Even if the venue or production company has plenty of mics, stands, cables, I am never without a few essentials. These essentials include a small set of screwdrivers, a flashlight/headlight, a few extra mics and cables, tape (e-tape, console, gaffe) and my iPad. This load out has the ability to get the job done, but I would like to add a real SPL Meter and not have to use the mic built in on my iPad. Though I did test the iPad SPL meter app against my friend’s actual SPL meter and they were within a few dBs of each other.
The screwdrivers are very handy when having to take the connector off of a cable when troubleshooting. And with the extra cables you brought, you were able to get to show going again plus giving yourself time to check the cable connections back at the board.

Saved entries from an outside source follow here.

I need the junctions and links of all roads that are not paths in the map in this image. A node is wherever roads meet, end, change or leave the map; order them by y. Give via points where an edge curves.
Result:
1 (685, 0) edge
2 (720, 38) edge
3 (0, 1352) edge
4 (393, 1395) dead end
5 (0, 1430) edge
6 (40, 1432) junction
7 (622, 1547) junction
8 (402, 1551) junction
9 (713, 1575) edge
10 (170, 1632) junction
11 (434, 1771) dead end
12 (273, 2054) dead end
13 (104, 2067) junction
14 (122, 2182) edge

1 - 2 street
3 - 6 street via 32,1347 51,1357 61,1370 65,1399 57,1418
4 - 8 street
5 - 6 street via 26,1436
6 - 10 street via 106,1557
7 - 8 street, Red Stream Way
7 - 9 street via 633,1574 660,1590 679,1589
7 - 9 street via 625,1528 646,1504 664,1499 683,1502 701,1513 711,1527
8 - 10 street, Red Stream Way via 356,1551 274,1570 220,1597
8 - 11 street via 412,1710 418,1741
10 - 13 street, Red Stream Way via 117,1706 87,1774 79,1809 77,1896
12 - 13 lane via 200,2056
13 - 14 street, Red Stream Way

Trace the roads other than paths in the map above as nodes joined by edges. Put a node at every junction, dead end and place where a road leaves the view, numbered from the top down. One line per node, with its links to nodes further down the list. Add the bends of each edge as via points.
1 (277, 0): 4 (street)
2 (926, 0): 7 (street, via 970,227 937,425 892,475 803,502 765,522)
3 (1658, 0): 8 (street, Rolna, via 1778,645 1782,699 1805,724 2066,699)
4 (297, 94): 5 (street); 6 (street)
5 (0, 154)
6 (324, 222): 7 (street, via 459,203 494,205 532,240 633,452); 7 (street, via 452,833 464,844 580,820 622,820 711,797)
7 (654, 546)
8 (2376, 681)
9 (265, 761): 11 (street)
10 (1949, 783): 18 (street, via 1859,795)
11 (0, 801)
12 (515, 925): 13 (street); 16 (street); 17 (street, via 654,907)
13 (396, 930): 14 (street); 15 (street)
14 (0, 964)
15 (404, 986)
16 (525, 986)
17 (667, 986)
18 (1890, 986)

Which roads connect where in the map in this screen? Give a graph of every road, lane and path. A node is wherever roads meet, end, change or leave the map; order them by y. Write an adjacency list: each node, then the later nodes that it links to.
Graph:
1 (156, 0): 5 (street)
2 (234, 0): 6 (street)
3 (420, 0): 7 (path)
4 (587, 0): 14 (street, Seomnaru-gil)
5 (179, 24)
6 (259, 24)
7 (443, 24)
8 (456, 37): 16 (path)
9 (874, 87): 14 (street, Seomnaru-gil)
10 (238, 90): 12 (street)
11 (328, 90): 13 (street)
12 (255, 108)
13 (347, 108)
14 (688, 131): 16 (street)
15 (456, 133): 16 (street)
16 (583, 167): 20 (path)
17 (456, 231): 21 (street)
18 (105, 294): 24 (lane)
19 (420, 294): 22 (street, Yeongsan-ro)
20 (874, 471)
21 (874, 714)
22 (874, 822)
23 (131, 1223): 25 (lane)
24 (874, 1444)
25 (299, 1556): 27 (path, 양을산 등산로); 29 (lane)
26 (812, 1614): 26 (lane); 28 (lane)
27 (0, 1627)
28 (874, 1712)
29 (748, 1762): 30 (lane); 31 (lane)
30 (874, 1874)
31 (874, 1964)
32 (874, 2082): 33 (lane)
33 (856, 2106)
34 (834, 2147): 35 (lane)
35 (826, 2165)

SM57. Great utility mic. Pardon the cliché, but you can never have too many 57s.
The tape comes in handy for anything and everything. From labeling things to holding the hanging guitar mic in place. The possibilities for use are endless and having it makes you look good when the drummer inevitably asks for some to tame his snare drum.
iPads are cool. Depending on the console, the iPad can be connected and used wherever in the room (hooray for not being stuck mixing in the bass trap at the back of the room). Plus you have access to information on the fly. So if you walk into a gig and the venue has a board or piece of gear you are unfamiliar with, you can look it up instantly. Also, there is an array of audio apps you can utilize while working, I use AudioTools. The SPL meter and RTA a nice things to have while at FOH.
My backpack gets a little heavy sometimes (especially when I was carrying my Beta52), but I’d rather have this extra stuff with me. I could throw a lot of sayings at you like “it’s better to have it and not need it, then to need it and not have it” or “failing to prepare is preparation for failure”, but you get the idea. The name of the game is speed and efficiency. Having these tools at the ready make you look professional.
Now it’s time to sit back, sip my ginger ale, and eat my airline peanuts (yes, they are handing out peanuts again!). See you in San Diego.